El Jardín de los Sueños en Orden

En un rincón del mundo donde los colores brillan más y los árboles susurran secretos, había un jardín mágico llamado El Jardín de los Sueños en Orden. En este jardín, cada planta representaba un sueño, cada flor un deseo, y cada camino, una decisión por tomar.

El protagonista de nuestra historia es un pequeño ser llamado Orli, que tenía el poder de hacer crecer los sueños que imaginaba en su corazón. Pero había un pequeño problema: Orli era un poco desordenado. Sus sueños se entrelazaban y se confundían, y a veces se sentía abrumado por ellos. Las flores de su jardín se mezclaban sin control, y muchas de ellas se sentían tristes, porque no sabían qué forma debían tener.

Un día, mientras paseaba por su jardín, Orli se topó con un enorme arbusto lleno de espinas. Asustado, se asomó y dentro del arbusto vio una pequeña luz brillante. Era Luzia, el Hada del Orden. Con voz dulce, dijo: «Hola, Orli. Veo que tu jardín necesita un poco de cuidado. ¿Te gustaría aprender a organizar tus sueños?»

Orli se rascó la cabeza, sintiéndose confundido. «Me gustaría, pero no sé cómo.»

Luzia sonrió y lo invitó a jugar. «Imaginemos que cada flor es un sueño o un deseo. Si los clasificamos, ¡verás que crecerán más felices!”.

Orli siguió a Luzia hacia un claro, donde habían cuatro caminos: el Camino de la Alegría, el Camino de la Amistad, el Camino de la Aventura y el Camino de la Tranquilidad. “Cada camino refleja algo que tú sientes”, explicó el hada. “Elige un sueño que quieras cuidar primero”.

Orli se adentró en el Camino de la Alegría, donde las flores eran de un amarillo brillante. “¡Yo sueño con reír y hacer reír a mis amigos!” exclamó. Luzia le ayudó a sacar las flores amarillas y a plantarlas juntas en un nuevo espacio del jardín. Con cada flor que colocaban, Orli se sentía más ligero y feliz.

Luego de un buen rato, decidieron visitar el Camino de la Tranquilidad. Allí, había flores de un azul calmante. “Este es el lugar para mis momentos de calma”, pensó Orli, y juntos despejaron el área, plantando flores azules de la tranquilidad.

Cada vez que organizaban un grupo de flores en su lugar, Orli no solo veía el jardín más hermoso, también sentía que su corazón se aclaraba. Aprendió que, aunque algunos sueños eran grandes y otros pequeños, todos merecían su espacio para crecer.

Finalmente, después de organizar todos sus sueños, Orli se dio cuenta de algo mágico. Sus flores, ahora ordenadas, comenzaron a brillar con más intensidad. «¡Mira, están muy felices!» gritó emocionado.
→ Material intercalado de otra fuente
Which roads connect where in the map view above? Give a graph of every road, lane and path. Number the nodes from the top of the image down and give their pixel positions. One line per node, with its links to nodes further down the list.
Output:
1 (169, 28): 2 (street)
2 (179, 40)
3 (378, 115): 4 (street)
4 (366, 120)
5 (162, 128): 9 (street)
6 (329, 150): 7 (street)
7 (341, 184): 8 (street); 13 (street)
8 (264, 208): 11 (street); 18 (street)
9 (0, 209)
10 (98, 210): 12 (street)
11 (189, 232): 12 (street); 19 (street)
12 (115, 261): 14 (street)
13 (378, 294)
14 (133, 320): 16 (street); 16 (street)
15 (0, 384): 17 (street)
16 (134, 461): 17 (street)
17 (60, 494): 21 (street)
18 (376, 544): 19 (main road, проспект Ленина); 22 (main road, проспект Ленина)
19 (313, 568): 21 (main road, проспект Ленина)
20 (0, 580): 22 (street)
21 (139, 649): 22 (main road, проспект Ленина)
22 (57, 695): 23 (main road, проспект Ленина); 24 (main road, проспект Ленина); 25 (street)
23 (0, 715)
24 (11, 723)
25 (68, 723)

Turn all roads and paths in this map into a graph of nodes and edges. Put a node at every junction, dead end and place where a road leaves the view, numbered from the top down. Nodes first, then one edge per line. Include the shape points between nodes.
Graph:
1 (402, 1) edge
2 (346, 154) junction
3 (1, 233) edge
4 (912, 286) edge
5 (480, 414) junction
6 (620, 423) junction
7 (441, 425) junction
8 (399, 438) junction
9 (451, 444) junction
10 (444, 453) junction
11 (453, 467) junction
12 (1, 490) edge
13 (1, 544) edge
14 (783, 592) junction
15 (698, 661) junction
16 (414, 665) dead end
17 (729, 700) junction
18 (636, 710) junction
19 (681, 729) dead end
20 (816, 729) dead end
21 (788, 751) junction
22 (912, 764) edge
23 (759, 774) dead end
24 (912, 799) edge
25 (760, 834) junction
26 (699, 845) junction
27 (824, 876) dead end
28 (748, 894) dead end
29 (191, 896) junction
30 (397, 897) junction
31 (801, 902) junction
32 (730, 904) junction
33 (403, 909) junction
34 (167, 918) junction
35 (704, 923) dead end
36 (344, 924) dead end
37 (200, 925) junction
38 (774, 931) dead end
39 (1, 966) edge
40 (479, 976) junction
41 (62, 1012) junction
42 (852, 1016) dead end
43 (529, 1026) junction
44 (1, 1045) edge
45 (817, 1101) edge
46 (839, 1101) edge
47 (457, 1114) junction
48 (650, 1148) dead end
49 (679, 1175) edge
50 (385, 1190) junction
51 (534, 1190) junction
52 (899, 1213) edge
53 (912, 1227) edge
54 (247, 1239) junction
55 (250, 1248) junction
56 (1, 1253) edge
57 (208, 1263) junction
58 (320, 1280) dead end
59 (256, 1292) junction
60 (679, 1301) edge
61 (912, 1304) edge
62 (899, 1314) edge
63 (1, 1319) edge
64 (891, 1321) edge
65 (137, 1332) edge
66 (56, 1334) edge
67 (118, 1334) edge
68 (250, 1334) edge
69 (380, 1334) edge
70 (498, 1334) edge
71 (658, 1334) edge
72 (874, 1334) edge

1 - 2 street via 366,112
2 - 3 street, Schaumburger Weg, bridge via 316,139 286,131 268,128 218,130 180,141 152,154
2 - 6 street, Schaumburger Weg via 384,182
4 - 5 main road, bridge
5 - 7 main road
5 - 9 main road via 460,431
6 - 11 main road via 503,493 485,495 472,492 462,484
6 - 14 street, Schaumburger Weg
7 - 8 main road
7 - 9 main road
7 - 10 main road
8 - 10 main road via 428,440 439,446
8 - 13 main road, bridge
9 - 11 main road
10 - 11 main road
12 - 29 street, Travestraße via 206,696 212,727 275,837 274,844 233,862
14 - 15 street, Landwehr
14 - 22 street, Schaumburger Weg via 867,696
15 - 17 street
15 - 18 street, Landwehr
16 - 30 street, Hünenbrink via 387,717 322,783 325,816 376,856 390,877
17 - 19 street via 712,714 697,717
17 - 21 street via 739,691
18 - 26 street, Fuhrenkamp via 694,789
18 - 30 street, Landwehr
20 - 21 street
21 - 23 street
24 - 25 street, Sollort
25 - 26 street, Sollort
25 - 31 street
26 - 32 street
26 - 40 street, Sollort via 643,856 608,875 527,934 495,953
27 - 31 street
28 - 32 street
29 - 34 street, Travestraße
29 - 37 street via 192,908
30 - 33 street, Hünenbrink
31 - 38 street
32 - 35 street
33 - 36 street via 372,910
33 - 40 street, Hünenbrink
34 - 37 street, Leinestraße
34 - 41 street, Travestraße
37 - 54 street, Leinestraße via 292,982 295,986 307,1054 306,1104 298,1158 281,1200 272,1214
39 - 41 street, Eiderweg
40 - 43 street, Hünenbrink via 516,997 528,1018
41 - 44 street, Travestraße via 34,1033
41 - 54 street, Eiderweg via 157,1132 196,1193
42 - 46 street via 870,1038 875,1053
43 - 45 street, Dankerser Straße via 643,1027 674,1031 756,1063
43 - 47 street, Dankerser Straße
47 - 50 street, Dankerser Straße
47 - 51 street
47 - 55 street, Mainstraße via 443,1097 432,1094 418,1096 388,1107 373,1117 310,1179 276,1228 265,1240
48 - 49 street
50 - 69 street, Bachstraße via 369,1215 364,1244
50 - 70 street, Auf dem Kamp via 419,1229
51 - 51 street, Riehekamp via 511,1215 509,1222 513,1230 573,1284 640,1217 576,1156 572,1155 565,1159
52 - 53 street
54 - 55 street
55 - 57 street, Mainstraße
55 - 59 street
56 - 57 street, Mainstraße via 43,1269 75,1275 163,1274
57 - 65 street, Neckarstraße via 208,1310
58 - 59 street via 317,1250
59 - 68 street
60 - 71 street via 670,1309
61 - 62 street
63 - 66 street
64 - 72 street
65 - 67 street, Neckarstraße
Luzia rió y asintió. “Todos nuestros sentimientos necesitan un lugar. Cuando puedes ponerlos en orden, puedes disfrutar más de ellos”.

Orli sonrió, sintiendo que no solo su jardín se transformaba, sino que él mismo también había cambiado. Había aprendido a prestar atención a sus sueños y a cuidar de ellos con amor.

Al despedirse de Luzia, ella le susurró: “Cada vez que sientas desorden en tu corazón, recuerda que puedes venir a este jardín y organizar tus sueños. Tú tienes el poder”.

Y así, Orli se fue a casa en el mundo real, con un nuevo brillo en sus ojos y la promesa de que siempre habría un espacio para sus sueños.

Cierre:

De vuelta en su casa, Orli miraba a su jardín sonriendo. Se sintió feliz y en paz, con la certeza de que su mundo —como su jardín— siempre podría ser cuidado y ordenado.

Y tú, querido lector, ¿qué sueños estás cuidando?